*Problem*
Return the entries below precisely, omitting nothing.

*Working data*
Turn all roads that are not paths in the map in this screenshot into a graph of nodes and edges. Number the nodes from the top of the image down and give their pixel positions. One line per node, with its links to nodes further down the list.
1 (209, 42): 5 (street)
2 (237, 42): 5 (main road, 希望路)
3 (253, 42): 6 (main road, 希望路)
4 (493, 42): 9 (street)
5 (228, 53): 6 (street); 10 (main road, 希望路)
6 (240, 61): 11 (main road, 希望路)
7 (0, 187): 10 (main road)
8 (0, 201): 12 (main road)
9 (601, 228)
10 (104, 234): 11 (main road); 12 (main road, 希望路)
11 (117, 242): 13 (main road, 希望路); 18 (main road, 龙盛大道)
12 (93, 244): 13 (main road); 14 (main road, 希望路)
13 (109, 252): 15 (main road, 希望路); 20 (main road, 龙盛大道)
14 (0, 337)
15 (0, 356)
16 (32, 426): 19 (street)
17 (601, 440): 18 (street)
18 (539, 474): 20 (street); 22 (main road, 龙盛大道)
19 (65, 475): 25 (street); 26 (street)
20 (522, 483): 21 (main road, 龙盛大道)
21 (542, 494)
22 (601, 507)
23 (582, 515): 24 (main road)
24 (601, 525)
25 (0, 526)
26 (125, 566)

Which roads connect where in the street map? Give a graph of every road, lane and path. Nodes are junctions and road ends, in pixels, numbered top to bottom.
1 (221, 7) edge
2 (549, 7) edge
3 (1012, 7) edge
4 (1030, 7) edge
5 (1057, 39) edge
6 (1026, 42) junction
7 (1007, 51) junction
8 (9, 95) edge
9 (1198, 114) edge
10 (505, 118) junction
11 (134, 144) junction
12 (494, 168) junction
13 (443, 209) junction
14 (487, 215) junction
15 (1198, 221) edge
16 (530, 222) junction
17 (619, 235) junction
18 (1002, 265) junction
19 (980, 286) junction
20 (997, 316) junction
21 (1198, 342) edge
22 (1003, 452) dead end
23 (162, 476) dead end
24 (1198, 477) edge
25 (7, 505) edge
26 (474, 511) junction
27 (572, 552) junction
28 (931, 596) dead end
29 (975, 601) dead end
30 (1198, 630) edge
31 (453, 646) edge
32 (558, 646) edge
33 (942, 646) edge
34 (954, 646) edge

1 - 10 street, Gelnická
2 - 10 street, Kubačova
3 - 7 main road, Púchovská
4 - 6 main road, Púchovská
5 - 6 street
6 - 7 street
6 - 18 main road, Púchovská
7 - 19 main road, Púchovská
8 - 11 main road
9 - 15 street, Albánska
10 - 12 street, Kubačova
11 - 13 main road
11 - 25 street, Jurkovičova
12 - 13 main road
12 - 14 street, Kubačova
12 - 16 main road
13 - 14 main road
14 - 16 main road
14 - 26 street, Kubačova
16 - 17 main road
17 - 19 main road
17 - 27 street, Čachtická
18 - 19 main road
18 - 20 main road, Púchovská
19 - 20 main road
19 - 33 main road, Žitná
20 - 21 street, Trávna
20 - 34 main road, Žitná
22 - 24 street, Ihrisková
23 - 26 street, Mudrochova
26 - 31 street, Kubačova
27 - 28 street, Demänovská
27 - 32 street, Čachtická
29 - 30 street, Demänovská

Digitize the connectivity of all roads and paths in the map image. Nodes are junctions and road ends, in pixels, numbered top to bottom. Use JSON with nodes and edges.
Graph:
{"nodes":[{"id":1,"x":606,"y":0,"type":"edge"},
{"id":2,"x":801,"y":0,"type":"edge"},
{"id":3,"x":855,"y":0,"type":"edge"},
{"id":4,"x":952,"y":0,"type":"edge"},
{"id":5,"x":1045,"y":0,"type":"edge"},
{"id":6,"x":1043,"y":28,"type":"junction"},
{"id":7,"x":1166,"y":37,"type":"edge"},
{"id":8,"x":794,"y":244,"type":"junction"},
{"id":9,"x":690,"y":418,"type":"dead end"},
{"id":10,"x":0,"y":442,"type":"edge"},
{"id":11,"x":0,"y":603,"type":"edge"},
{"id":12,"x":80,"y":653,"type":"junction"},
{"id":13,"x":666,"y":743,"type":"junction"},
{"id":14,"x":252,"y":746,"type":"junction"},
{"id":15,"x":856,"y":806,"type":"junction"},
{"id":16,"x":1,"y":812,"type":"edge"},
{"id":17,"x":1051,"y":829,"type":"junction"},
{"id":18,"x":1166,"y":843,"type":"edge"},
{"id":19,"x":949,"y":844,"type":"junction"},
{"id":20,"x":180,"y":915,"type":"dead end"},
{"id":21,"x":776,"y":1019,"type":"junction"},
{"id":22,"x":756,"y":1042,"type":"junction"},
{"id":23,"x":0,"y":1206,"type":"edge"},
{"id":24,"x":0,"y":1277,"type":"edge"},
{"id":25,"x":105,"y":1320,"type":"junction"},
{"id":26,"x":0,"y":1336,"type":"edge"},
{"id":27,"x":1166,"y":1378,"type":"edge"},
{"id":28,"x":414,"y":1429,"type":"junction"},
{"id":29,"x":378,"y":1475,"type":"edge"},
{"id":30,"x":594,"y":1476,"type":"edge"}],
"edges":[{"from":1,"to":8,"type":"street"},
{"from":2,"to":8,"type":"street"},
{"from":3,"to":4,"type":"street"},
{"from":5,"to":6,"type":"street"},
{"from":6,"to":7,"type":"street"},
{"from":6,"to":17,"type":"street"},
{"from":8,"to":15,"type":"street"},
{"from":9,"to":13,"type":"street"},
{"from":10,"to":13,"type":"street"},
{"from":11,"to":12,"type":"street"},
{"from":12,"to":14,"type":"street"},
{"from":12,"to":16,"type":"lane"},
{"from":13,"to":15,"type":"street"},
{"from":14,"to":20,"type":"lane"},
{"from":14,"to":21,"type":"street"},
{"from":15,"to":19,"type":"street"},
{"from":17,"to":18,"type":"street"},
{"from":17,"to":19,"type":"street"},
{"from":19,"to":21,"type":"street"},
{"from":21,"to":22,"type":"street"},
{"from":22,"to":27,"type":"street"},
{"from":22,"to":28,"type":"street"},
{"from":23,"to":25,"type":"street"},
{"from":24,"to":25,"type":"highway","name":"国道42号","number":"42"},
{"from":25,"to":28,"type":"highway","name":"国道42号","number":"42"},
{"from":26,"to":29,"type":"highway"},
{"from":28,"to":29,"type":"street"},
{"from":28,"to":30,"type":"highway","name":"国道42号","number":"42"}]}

*Exercise output*
Turn all roads that are not paths in the map in this screenshot into a graph of nodes and edges. Number the nodes from the top of the image down and give their pixel positions. One line per node, with its links to nodes further down the list.
1 (209, 42): 5 (street)
2 (237, 42): 5 (main road, 希望路)
3 (253, 42): 6 (main road, 希望路)
4 (493, 42): 9 (street)
5 (228, 53): 6 (street); 10 (main road, 希望路)
6 (240, 61): 11 (main road, 希望路)
7 (0, 187): 10 (main road)
8 (0, 201): 12 (main road)
9 (601, 228)
10 (104, 234): 11 (main road); 12 (main road, 希望路)
11 (117, 242): 13 (main road, 希望路); 18 (main road, 龙盛大道)
12 (93, 244): 13 (main road); 14 (main road, 希望路)
13 (109, 252): 15 (main road, 希望路); 20 (main road, 龙盛大道)
14 (0, 337)
15 (0, 356)
16 (32, 426): 19 (street)
17 (601, 440): 18 (street)
18 (539, 474): 20 (street); 22 (main road, 龙盛大道)
19 (65, 475): 25 (street); 26 (street)
20 (522, 483): 21 (main road, 龙盛大道)
21 (542, 494)
22 (601, 507)
23 (582, 515): 24 (main road)
24 (601, 525)
25 (0, 526)
26 (125, 566)

Which roads connect where in the street map? Give a graph of every road, lane and path. Nodes are junctions and road ends, in pixels, numbered top to bottom.
1 (221, 7) edge
2 (549, 7) edge
3 (1012, 7) edge
4 (1030, 7) edge
5 (1057, 39) edge
6 (1026, 42) junction
7 (1007, 51) junction
8 (9, 95) edge
9 (1198, 114) edge
10 (505, 118) junction
11 (134, 144) junction
12 (494, 168) junction
13 (443, 209) junction
14 (487, 215) junction
15 (1198, 221) edge
16 (530, 222) junction
17 (619, 235) junction
18 (1002, 265) junction
19 (980, 286) junction
20 (997, 316) junction
21 (1198, 342) edge
22 (1003, 452) dead end
23 (162, 476) dead end
24 (1198, 477) edge
25 (7, 505) edge
26 (474, 511) junction
27 (572, 552) junction
28 (931, 596) dead end
29 (975, 601) dead end
30 (1198, 630) edge
31 (453, 646) edge
32 (558, 646) edge
33 (942, 646) edge
34 (954, 646) edge

1 - 10 street, Gelnická
2 - 10 street, Kubačova
3 - 7 main road, Púchovská
4 - 6 main road, Púchovská
5 - 6 street
6 - 7 street
6 - 18 main road, Púchovská
7 - 19 main road, Púchovská
8 - 11 main road
9 - 15 street, Albánska
10 - 12 street, Kubačova
11 - 13 main road
11 - 25 street, Jurkovičova
12 - 13 main road
12 - 14 street, Kubačova
12 - 16 main road
13 - 14 main road
14 - 16 main road
14 - 26 street, Kubačova
16 - 17 main road
17 - 19 main road
17 - 27 street, Čachtická
18 - 19 main road
18 - 20 main road, Púchovská
19 - 20 main road
19 - 33 main road, Žitná
20 - 21 street, Trávna
20 - 34 main road, Žitná
22 - 24 street, Ihrisková
23 - 26 street, Mudrochova
26 - 31 street, Kubačova
27 - 28 street, Demänovská
27 - 32 street, Čachtická
29 - 30 street, Demänovská

Digitize the connectivity of all roads and paths in the map image. Nodes are junctions and road ends, in pixels, numbered top to bottom. Use JSON with nodes and edges.
Graph:
{"nodes":[{"id":1,"x":606,"y":0,"type":"edge"},
{"id":2,"x":801,"y":0,"type":"edge"},
{"id":3,"x":855,"y":0,"type":"edge"},
{"id":4,"x":952,"y":0,"type":"edge"},
{"id":5,"x":1045,"y":0,"type":"edge"},
{"id":6,"x":1043,"y":28,"type":"junction"},
{"id":7,"x":1166,"y":37,"type":"edge"},
{"id":8,"x":794,"y":244,"type":"junction"},
{"id":9,"x":690,"y":418,"type":"dead end"},
{"id":10,"x":0,"y":442,"type":"edge"},
{"id":11,"x":0,"y":603,"type":"edge"},
{"id":12,"x":80,"y":653,"type":"junction"},
{"id":13,"x":666,"y":743,"type":"junction"},
{"id":14,"x":252,"y":746,"type":"junction"},
{"id":15,"x":856,"y":806,"type":"junction"},
{"id":16,"x":1,"y":812,"type":"edge"},
{"id":17,"x":1051,"y":829,"type":"junction"},
{"id":18,"x":1166,"y":843,"type":"edge"},
{"id":19,"x":949,"y":844,"type":"junction"},
{"id":20,"x":180,"y":915,"type":"dead end"},
{"id":21,"x":776,"y":1019,"type":"junction"},
{"id":22,"x":756,"y":1042,"type":"junction"},
{"id":23,"x":0,"y":1206,"type":"edge"},
{"id":24,"x":0,"y":1277,"type":"edge"},
{"id":25,"x":105,"y":1320,"type":"junction"},
{"id":26,"x":0,"y":1336,"type":"edge"},
{"id":27,"x":1166,"y":1378,"type":"edge"},
{"id":28,"x":414,"y":1429,"type":"junction"},
{"id":29,"x":378,"y":1475,"type":"edge"},
{"id":30,"x":594,"y":1476,"type":"edge"}],
"edges":[{"from":1,"to":8,"type":"street"},
{"from":2,"to":8,"type":"street"},
{"from":3,"to":4,"type":"street"},
{"from":5,"to":6,"type":"street"},
{"from":6,"to":7,"type":"street"},
{"from":6,"to":17,"type":"street"},
{"from":8,"to":15,"type":"street"},
{"from":9,"to":13,"type":"street"},
{"from":10,"to":13,"type":"street"},
{"from":11,"to":12,"type":"street"},
{"from":12,"to":14,"type":"street"},
{"from":12,"to":16,"type":"lane"},
{"from":13,"to":15,"type":"street"},
{"from":14,"to":20,"type":"lane"},
{"from":14,"to":21,"type":"street"},
{"from":15,"to":19,"type":"street"},
{"from":17,"to":18,"type":"street"},
{"from":17,"to":19,"type":"street"},
{"from":19,"to":21,"type":"street"},
{"from":21,"to":22,"type":"street"},
{"from":22,"to":27,"type":"street"},
{"from":22,"to":28,"type":"street"},
{"from":23,"to":25,"type":"street"},
{"from":24,"to":25,"type":"highway","name":"国道42号","number":"42"},
{"from":25,"to":28,"type":"highway","name":"国道42号","number":"42"},
{"from":26,"to":29,"type":"highway"},
{"from":28,"to":29,"type":"street"},
{"from":28,"to":30,"type":"highway","name":"国道42号","number":"42"}]}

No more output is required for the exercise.